* **WORK TASK**:
Below are entries to be transcribed exactly; exclude the pictures from the copy.

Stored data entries
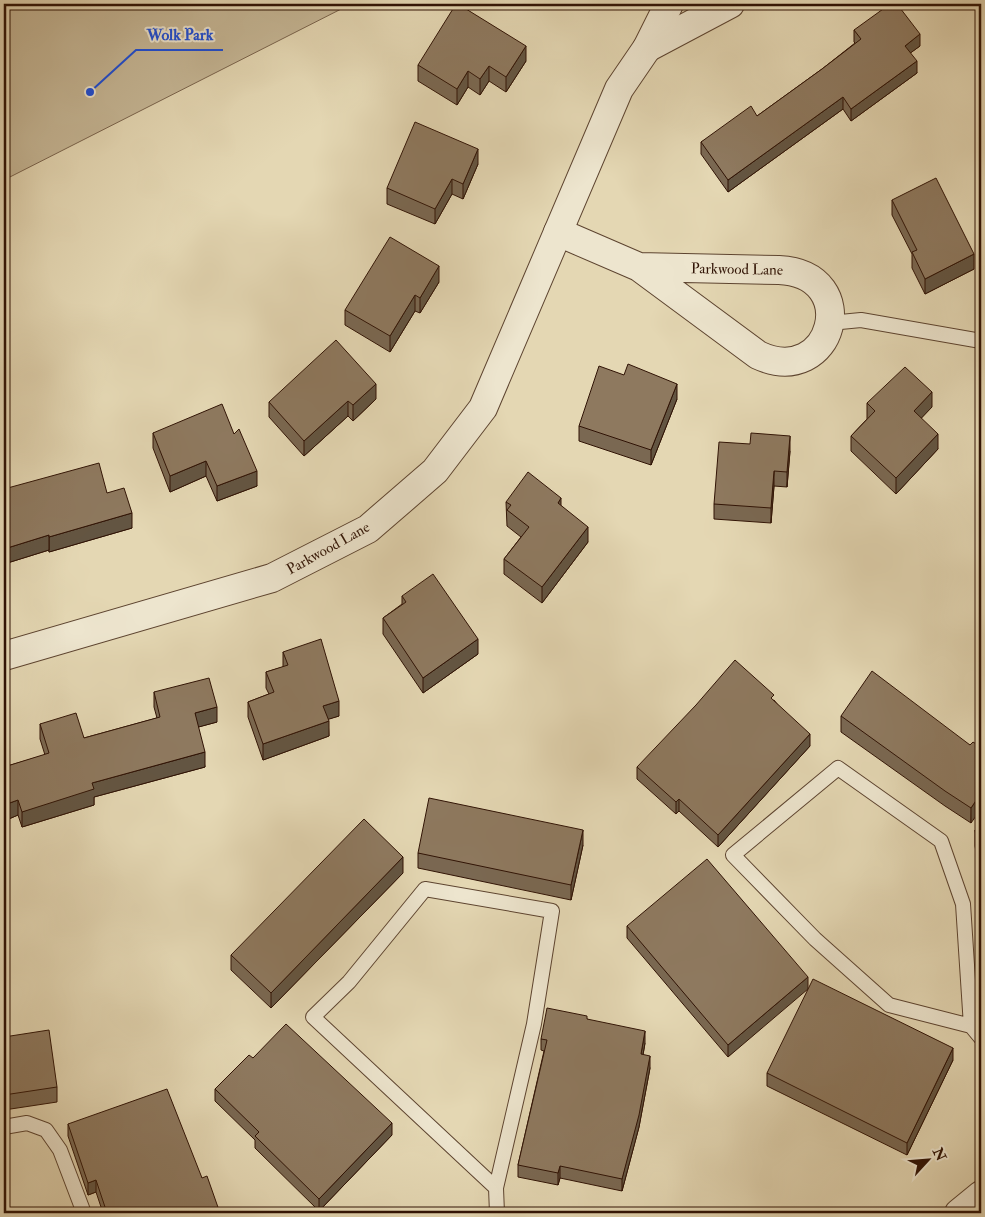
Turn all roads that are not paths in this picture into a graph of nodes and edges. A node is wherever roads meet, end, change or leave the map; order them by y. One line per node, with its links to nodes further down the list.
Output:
1 (669, 4): 3 (street, Parkwood Lane)
2 (730, 4): 3 (street, Parkwood Lane)
3 (647, 48): 4 (street, Parkwood Lane)
4 (558, 232): 5 (street, Parkwood Lane); 8 (street, Parkwood Lane)
5 (639, 267): 6 (street, Parkwood Lane); 6 (street, Parkwood Lane)
6 (830, 323): 7 (lane)
7 (981, 341)
8 (4, 656)
9 (971, 1026): 9 (lane); 10 (lane)
10 (981, 1038)
11 (4, 1127): 14 (lane)
12 (496, 1188): 12 (lane); 15 (lane)
13 (981, 1194): 16 (street)
14 (84, 1213)
15 (497, 1213)
16 (959, 1213)

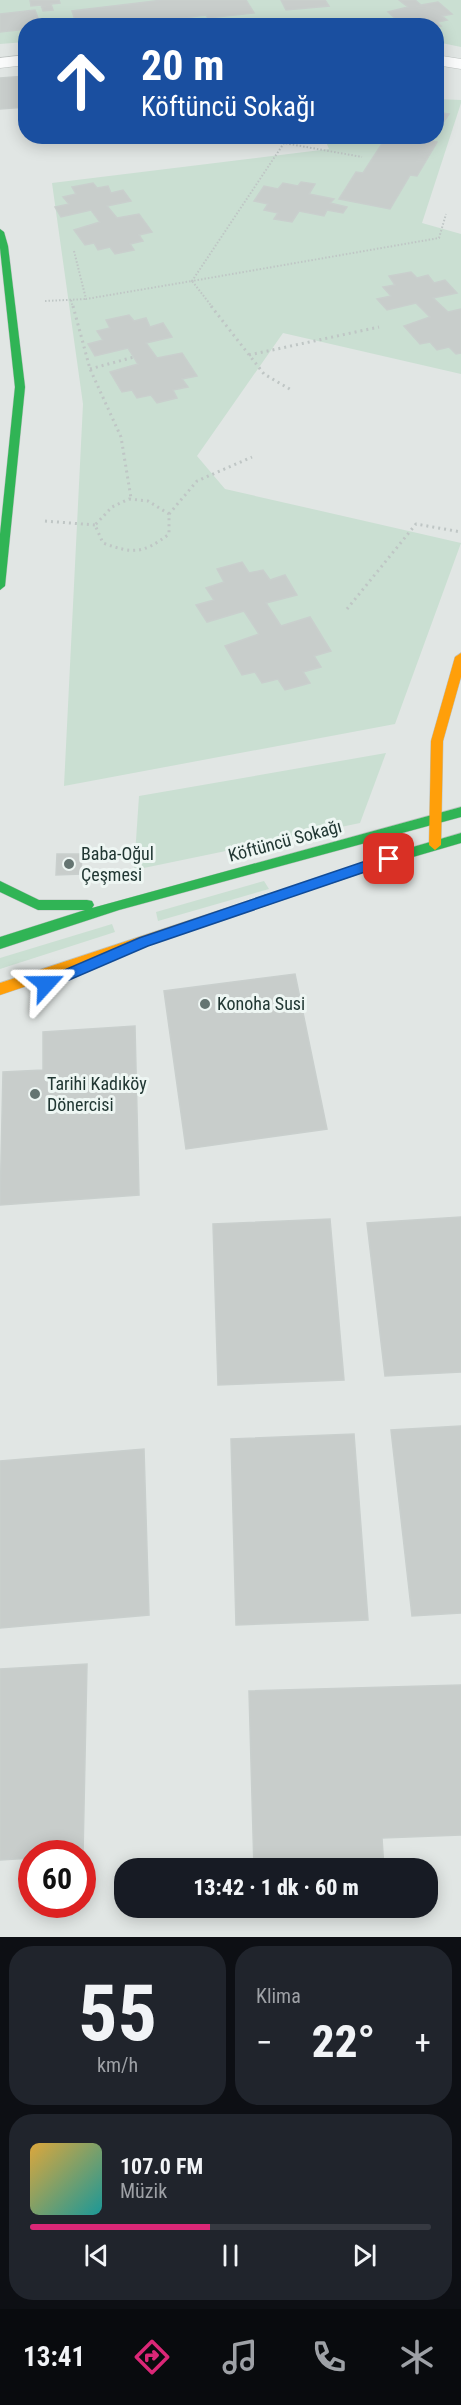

* **ANSWER**:
Turn all roads that are not paths in this picture into a graph of nodes and edges. A node is wherever roads meet, end, change or leave the map; order them by y. One line per node, with its links to nodes further down the list.
Output:
1 (669, 4): 3 (street, Parkwood Lane)
2 (730, 4): 3 (street, Parkwood Lane)
3 (647, 48): 4 (street, Parkwood Lane)
4 (558, 232): 5 (street, Parkwood Lane); 8 (street, Parkwood Lane)
5 (639, 267): 6 (street, Parkwood Lane); 6 (street, Parkwood Lane)
6 (830, 323): 7 (lane)
7 (981, 341)
8 (4, 656)
9 (971, 1026): 9 (lane); 10 (lane)
10 (981, 1038)
11 (4, 1127): 14 (lane)
12 (496, 1188): 12 (lane); 15 (lane)
13 (981, 1194): 16 (street)
14 (84, 1213)
15 (497, 1213)
16 (959, 1213)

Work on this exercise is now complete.